„Toutatis“ ist die neueste Achterbahn im französischen Parc Astérix 30 Kilometer nördlich von Paris – ein Multi-Launch-Coaster der neuesten Generation des Herstellers Intamin. Mit einer Höhe von 51 Metern am höchsten Punkt und mit einer Geschwindigkeit von bis zu 107 Stundenkilometern ist „Toutatis“ die höchste und schnellste Achterbahn Frankreichs. Außerdem hat sie mit 23 (!) teils intensiven Airtime-Momenten die meisten davon auf einer Achterbahn weltweit.
Je mehr seit den ersten Artworks und während der Bauphase von der Achterbahn sichtbar wurde, desto größere Erwartungshaltungen kamen in den Kommentarspalten auf. Vereinzelt erwarteten die Menschen sogar einen Kandidaten für die neue beste Achterbahn Europas.

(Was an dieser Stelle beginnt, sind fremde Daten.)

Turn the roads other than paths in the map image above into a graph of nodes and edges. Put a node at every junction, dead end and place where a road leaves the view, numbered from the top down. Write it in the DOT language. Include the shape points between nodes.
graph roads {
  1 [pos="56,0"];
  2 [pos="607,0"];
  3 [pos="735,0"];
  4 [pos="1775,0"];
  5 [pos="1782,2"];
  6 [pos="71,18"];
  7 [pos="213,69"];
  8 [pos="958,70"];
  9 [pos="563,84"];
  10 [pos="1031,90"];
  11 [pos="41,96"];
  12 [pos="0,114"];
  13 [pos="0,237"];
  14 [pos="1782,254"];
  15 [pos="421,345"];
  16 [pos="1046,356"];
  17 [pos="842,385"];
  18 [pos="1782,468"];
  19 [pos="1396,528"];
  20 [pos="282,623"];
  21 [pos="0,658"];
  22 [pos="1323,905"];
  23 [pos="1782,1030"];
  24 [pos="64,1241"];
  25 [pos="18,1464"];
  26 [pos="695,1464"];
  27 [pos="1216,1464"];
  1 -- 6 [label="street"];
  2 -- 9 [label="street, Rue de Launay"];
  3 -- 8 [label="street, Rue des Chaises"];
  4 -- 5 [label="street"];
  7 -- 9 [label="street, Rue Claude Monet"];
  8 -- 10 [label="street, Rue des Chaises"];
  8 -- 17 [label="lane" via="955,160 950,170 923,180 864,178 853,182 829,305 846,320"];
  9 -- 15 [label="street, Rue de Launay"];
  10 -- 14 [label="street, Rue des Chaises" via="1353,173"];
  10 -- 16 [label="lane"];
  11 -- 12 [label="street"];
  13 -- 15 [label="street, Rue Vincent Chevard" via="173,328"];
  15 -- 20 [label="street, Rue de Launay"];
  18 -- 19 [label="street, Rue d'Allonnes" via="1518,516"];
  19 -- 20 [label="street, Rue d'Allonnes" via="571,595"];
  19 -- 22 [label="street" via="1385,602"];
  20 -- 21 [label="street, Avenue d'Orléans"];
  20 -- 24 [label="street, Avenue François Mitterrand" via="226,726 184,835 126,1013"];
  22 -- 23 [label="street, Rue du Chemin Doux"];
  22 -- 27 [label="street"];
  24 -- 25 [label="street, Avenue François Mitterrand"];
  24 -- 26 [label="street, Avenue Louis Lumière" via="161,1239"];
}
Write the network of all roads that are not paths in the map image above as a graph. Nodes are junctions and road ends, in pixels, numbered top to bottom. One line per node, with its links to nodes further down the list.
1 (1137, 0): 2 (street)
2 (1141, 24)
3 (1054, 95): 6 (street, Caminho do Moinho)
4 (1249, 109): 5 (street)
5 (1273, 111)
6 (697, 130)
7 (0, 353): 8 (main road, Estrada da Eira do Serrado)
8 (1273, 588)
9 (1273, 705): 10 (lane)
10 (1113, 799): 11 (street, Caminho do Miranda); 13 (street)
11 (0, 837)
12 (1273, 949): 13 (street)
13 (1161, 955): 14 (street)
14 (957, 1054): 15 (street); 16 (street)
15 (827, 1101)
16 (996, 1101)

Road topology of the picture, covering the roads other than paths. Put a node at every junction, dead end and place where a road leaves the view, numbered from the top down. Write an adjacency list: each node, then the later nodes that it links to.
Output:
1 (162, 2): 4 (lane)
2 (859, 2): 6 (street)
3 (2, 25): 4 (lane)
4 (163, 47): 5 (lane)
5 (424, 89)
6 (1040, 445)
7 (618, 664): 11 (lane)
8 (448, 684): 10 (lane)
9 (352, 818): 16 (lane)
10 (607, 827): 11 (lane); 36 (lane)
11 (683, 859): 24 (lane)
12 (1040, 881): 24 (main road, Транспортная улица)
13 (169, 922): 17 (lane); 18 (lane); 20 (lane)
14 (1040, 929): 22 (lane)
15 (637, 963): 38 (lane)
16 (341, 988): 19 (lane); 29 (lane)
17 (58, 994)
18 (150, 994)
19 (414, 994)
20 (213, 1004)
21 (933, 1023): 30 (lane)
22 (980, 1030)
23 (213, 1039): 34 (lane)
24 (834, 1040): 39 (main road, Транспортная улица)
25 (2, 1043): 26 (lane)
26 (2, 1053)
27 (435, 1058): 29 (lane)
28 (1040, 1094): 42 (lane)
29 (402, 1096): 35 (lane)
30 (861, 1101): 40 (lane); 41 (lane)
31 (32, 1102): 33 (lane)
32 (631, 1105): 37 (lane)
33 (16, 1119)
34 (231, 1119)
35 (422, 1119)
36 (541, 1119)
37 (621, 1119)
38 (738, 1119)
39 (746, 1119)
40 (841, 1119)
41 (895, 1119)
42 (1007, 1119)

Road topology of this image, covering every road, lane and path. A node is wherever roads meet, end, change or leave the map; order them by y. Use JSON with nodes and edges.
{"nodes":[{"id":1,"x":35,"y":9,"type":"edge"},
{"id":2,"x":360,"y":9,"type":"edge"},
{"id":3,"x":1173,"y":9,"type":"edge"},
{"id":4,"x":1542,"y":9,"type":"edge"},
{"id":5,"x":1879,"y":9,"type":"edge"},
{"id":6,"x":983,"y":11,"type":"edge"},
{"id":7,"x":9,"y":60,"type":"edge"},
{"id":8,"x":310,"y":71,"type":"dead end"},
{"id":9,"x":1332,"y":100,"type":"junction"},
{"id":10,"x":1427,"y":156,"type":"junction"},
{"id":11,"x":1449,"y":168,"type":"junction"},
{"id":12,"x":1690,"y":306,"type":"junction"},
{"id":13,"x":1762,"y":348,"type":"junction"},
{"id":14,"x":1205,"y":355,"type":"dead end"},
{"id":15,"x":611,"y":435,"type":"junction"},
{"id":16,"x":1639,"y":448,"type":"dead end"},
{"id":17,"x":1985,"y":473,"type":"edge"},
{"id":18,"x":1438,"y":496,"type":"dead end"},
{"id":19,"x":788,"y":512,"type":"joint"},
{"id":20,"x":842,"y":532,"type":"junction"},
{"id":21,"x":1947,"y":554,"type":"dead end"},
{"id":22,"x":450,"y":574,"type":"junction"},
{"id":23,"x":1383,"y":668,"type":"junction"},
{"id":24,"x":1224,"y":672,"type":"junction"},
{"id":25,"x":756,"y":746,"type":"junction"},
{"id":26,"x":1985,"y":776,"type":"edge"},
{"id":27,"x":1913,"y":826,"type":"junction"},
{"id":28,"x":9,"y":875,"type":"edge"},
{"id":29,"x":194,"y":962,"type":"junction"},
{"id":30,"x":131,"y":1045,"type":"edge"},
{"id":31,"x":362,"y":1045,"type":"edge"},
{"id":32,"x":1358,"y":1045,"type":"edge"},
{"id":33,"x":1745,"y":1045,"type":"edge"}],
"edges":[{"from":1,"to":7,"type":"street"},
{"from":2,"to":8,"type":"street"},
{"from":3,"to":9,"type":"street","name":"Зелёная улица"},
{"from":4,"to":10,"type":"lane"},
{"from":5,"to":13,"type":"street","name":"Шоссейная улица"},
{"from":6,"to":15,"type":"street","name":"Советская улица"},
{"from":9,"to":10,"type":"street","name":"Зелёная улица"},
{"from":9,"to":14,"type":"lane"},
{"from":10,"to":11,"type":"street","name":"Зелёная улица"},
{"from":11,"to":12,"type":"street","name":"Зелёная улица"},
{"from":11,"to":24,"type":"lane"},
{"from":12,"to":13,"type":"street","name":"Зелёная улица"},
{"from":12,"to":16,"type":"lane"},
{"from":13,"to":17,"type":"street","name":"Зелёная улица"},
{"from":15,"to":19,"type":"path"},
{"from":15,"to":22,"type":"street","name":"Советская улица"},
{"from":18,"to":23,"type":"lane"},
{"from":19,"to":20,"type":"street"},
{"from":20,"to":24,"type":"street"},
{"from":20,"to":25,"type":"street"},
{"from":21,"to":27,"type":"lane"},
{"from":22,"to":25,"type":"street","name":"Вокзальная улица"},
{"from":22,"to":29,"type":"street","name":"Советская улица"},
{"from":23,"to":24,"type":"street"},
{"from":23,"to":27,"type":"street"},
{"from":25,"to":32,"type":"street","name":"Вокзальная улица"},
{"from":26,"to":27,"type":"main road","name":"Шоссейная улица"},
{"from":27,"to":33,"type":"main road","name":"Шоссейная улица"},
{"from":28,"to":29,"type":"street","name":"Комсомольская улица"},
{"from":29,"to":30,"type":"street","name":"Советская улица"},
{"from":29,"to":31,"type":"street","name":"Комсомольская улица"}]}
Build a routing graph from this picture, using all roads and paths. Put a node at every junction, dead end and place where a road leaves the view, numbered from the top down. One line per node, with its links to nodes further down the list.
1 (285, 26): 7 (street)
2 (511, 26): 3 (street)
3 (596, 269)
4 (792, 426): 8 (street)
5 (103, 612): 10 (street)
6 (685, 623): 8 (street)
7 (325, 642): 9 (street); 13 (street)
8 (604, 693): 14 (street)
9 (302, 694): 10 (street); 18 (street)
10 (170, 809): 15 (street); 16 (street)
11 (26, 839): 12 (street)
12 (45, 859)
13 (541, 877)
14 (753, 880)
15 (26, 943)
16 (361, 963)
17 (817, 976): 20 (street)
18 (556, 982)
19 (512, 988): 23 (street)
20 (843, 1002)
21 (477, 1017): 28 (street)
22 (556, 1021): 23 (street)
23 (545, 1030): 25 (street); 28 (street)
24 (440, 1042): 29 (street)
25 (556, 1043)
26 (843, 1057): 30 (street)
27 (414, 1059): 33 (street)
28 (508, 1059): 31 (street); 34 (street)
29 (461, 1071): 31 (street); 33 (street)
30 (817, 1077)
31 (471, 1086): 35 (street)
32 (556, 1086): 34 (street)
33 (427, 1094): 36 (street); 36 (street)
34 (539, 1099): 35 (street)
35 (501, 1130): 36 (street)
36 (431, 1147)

Auch ich sah gewisse Tendenzen und war zunehmend gehypt. Somit habe ich mich gleich einen Monat nach der Eröffnung in Richtung Frankreich aufgemacht, um „Toutatis“ auszuprobieren und abzuchecken, ob die Achterbahn die großen Erwartungshaltungen erfüllt. Hier berichte ich über meine Erlebnisse und Beobachtungen und ordne sie ein.
« Bienvenue à la Festival du Toutatis ! »
Der Dorfhäuptling Majestix und einige andere Bewohner haben sich schon vor Tagen aufgemacht, um dort, wo ihr oberster Stammesgott Toutatis ruht, ein großes Fest zu dessen Ehren zu organisieren. Lediglich mit solch einer Ehrung würde Toutatis die Gallier weiterhin im Frieden wie auch im Krieg beschützen. Doch wer glaubt, dass ausgelassene Feierlichkeiten allein reichen, irrt. Der Gott fordert ein Ritual, in dem die Teilnehmenden ihren ausgesprochenen Mut beweisen und dass sie seines Schutzes würdig sind. Also haben die Gallier eine Mutprobe entwickelt, die ihresgleichen sucht. (Ein nationaler wie auch internationaler Rekordbrecher.)
Eine Zeremonie des keltischen Kults
Ich bin im Parc Astérix und entere das „Festival du Toutatis“. Es ist ein brandneu und echt schön gestalteter Themenbereich, in den die Achterbahn „Toutatis“ eingebettet ist. Entworfen wurde er von Julien Bertévas und Jef Preti von KAERU Theme Park Design. Das französische Designer-Duo war beispielsweise auch für die Gestaltungen rund um den Inverted Coaster „Oziris“, ebenfalls im Parc Astérix, oder rund um „Tiki Waka“ und „Kondaa“ im Walibi Belgium verantwortlich.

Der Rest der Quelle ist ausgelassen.